Economic and Social Council reviews world economic and social policy, calls for measures to combat AIDS

THE ECONOMIC AND SOCIAL COUNCIL, at its second regular 1987 session (Geneva, 23 June--9 July), made a broad review of international economic and social policy, adopting 58 texts on matters ranging from specific development and assistance issues to food and population problems to combating the acquired immune deficiency syndrome (AIDS) pandemic.

In opening the session, Council President Eugeniusz Noworyta of Poland said that international co-operation "should enrich countries and not impoverish some of them'. Without restoring mutual confidence, economic co-operation, trade and resource flows would not attain levels commensurate with development needs.

Many negative phenomena persisted in international relations which inhibited wide co-operation among countries at different levels of development, and the introduction of an equitable international economic order, taking account of the legitimate interests of all groups of countries. Disparities between the economic potential of States had increased, he said.

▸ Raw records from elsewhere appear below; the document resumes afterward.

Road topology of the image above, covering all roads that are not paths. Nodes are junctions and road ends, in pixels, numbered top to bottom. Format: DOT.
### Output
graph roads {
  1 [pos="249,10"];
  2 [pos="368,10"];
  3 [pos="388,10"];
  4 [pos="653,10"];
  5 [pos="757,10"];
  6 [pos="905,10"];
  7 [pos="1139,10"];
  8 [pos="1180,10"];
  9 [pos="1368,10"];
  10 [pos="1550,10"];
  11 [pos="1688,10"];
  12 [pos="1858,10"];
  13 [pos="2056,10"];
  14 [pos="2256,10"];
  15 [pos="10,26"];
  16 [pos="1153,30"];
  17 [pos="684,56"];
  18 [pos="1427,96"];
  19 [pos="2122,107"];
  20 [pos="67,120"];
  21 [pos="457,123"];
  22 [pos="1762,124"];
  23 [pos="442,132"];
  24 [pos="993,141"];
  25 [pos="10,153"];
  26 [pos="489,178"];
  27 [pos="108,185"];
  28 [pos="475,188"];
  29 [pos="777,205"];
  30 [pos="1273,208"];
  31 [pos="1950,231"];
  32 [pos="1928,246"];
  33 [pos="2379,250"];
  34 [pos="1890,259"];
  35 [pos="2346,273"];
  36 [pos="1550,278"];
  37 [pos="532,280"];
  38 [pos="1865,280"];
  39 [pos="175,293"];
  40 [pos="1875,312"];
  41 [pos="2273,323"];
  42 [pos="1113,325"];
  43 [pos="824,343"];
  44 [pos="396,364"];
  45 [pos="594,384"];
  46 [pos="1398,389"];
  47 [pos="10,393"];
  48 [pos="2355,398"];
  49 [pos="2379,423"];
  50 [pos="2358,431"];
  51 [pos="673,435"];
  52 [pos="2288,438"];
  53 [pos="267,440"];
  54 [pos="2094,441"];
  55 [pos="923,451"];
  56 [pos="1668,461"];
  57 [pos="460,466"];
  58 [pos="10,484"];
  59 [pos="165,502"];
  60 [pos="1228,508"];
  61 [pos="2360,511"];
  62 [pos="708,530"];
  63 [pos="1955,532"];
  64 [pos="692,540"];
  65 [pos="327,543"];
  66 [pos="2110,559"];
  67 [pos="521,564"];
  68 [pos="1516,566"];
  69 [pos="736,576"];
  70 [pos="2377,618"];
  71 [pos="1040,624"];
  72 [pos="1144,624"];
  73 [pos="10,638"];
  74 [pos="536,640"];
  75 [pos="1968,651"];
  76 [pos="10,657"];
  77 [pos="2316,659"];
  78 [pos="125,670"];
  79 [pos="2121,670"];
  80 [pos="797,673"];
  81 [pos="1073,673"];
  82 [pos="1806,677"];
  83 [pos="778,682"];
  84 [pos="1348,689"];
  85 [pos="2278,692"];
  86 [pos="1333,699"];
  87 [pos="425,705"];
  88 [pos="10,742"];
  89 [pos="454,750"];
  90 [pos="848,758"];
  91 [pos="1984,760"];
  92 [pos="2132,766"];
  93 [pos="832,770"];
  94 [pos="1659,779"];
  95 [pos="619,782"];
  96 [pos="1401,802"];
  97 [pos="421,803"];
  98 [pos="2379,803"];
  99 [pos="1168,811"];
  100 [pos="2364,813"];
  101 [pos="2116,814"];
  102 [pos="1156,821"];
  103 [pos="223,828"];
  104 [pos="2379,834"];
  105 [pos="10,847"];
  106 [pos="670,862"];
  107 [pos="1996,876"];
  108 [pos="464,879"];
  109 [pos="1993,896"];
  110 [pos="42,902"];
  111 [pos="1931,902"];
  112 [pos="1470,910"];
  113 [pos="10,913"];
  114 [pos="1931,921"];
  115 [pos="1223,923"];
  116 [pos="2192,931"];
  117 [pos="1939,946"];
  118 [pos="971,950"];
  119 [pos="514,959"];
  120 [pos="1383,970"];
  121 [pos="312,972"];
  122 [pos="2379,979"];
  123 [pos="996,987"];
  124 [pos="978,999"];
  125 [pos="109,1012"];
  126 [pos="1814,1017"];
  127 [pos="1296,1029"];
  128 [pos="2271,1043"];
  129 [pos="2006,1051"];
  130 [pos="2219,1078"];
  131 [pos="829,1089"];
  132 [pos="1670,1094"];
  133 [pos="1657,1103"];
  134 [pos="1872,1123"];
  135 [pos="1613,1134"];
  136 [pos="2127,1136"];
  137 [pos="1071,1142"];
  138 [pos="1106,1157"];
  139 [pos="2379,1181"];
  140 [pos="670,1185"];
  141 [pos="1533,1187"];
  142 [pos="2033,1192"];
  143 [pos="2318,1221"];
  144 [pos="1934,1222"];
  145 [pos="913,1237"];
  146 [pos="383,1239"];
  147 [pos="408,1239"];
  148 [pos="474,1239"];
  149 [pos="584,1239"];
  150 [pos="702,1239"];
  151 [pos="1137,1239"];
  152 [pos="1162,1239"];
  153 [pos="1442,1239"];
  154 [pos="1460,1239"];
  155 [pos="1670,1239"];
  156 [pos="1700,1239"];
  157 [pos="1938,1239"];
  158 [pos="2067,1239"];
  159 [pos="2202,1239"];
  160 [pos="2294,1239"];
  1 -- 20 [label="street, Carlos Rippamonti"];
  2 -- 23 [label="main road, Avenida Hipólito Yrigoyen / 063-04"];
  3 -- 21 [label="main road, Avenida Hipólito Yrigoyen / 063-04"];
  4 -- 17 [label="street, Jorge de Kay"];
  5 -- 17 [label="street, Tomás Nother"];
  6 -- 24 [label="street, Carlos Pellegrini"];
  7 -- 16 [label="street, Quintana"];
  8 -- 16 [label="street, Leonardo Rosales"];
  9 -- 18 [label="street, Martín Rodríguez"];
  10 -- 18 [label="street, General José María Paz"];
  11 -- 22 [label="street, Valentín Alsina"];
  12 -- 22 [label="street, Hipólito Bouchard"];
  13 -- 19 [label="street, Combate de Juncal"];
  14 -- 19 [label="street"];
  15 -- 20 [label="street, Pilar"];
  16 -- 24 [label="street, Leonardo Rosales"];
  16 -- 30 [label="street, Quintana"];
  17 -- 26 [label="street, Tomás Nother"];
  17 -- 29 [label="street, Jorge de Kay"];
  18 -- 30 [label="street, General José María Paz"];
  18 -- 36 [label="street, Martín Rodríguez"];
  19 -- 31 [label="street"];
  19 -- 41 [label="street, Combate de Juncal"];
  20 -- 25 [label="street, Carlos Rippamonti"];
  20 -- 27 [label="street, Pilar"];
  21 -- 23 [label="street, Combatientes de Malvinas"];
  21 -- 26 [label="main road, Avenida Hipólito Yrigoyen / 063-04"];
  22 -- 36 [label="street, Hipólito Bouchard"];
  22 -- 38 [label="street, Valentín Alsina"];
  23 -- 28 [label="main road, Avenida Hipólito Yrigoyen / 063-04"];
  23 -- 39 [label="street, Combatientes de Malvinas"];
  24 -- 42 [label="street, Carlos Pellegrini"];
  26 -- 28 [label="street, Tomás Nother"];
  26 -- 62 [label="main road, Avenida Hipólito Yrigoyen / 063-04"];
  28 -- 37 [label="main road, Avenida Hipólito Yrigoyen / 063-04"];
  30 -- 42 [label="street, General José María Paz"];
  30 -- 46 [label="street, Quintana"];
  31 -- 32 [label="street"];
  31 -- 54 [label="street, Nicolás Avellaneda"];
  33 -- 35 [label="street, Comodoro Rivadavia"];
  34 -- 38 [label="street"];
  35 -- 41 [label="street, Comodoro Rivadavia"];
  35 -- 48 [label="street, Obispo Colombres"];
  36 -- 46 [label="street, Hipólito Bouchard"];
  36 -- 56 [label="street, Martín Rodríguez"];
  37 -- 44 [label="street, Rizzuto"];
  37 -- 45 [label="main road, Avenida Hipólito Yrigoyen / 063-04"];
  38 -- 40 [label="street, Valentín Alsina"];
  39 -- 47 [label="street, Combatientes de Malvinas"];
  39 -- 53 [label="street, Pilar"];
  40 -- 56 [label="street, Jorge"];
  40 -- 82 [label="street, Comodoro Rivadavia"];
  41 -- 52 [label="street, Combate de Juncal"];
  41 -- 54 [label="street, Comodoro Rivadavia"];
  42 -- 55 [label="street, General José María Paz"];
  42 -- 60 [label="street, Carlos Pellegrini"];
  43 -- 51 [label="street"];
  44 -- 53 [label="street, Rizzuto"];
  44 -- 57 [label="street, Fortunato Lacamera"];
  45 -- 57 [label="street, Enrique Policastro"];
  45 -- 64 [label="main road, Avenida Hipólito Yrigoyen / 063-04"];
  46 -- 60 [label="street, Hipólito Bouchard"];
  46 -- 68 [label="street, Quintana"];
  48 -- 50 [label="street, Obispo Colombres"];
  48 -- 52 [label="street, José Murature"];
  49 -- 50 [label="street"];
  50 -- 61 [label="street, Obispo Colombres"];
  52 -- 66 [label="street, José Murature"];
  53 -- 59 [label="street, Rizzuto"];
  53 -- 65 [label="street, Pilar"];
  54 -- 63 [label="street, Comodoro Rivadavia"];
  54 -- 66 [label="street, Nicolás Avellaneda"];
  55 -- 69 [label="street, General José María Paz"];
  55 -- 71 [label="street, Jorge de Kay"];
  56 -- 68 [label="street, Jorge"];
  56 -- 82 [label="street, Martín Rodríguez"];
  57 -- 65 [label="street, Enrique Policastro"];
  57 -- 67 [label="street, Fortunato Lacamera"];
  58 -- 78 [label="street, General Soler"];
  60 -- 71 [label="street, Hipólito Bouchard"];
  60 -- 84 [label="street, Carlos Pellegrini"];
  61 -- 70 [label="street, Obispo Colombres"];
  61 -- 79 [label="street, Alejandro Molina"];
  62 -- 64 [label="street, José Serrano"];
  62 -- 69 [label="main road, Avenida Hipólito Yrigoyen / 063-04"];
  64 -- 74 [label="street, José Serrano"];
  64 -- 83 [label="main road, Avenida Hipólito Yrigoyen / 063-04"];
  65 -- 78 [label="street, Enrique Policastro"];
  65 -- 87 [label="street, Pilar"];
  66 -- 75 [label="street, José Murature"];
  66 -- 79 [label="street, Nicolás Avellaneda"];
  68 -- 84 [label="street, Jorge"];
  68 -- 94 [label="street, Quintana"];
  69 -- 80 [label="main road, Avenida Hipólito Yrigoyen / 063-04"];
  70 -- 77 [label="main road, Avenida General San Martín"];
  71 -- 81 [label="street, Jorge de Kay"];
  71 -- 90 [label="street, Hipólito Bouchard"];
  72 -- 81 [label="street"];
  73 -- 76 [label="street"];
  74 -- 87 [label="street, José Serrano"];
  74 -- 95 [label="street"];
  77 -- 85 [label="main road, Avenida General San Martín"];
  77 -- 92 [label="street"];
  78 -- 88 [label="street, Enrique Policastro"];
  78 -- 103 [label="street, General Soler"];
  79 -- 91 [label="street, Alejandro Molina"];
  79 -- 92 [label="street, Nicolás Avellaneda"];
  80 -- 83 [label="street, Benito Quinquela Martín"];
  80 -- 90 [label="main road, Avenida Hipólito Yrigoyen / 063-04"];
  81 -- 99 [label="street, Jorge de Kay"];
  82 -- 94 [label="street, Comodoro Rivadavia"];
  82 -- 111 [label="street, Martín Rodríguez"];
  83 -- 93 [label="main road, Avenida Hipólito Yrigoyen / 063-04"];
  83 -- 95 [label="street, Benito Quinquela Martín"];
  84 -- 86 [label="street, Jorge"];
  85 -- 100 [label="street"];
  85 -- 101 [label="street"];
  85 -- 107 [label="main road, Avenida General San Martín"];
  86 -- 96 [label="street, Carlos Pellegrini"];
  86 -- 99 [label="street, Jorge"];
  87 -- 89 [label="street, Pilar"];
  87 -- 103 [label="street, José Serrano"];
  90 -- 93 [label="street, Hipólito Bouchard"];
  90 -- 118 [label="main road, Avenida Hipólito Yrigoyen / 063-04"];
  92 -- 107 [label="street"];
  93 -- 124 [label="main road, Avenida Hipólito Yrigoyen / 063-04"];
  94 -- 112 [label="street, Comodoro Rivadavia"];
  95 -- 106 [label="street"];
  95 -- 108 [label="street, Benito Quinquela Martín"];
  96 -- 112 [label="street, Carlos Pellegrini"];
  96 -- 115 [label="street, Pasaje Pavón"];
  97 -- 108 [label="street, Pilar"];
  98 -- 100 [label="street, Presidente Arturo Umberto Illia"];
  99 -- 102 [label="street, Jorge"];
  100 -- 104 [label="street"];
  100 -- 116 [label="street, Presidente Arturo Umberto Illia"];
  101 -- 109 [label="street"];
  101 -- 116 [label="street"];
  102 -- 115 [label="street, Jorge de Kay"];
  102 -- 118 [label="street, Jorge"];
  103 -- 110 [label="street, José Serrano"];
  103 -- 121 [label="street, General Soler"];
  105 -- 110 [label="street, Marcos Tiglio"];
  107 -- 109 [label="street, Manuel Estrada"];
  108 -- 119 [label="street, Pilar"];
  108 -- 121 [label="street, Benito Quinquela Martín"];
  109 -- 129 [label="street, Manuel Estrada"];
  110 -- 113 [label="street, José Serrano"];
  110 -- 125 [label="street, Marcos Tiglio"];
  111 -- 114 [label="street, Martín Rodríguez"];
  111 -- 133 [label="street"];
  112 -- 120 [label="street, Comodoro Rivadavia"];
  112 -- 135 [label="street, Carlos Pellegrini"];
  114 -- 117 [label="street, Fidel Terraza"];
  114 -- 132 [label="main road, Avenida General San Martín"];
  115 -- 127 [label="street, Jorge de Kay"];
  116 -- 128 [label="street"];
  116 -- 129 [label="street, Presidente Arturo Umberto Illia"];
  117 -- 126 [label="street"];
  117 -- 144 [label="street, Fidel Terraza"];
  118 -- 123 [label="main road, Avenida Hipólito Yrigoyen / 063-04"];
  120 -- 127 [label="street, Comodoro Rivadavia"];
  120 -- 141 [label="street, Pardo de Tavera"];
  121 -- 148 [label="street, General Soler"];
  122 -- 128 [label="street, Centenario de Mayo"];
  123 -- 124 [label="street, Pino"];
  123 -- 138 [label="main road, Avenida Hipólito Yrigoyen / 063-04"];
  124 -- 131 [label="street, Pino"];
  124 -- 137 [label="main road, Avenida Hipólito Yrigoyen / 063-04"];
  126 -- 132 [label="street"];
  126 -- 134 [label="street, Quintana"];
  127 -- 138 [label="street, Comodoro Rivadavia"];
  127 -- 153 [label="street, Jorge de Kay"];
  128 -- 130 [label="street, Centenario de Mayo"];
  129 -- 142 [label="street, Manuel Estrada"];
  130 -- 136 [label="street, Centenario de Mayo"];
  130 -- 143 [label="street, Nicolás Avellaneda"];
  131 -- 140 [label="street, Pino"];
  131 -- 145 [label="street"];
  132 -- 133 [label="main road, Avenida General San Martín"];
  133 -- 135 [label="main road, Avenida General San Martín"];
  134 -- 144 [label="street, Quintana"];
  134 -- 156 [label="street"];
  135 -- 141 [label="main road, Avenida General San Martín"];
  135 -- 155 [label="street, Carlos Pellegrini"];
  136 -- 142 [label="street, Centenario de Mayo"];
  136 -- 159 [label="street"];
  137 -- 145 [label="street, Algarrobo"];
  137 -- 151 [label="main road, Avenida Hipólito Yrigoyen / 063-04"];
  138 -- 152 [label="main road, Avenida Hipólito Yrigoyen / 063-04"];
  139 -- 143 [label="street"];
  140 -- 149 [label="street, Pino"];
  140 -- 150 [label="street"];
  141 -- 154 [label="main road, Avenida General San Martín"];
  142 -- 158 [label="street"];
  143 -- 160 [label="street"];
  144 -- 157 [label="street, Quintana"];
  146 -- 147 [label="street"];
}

Secretary-General Javier Perez de Cuellar told the 54-member body of some general improvements in the world economic picture, while stipulating that risks from financial imbalances, unstable exchange rates and other uncertainties still existed. Sufficient attention was not paid to emerging social problems and their consequences, he added.

One urgent social problem on which the Council adopted a resolution was AIDS, expressing deep concern that the disease had assumed pandemic proportions affecting all regions. It called on States to take measures to prevent and

control AIDS in line with the global strategy recently formulated by the World Health Organization (WHO).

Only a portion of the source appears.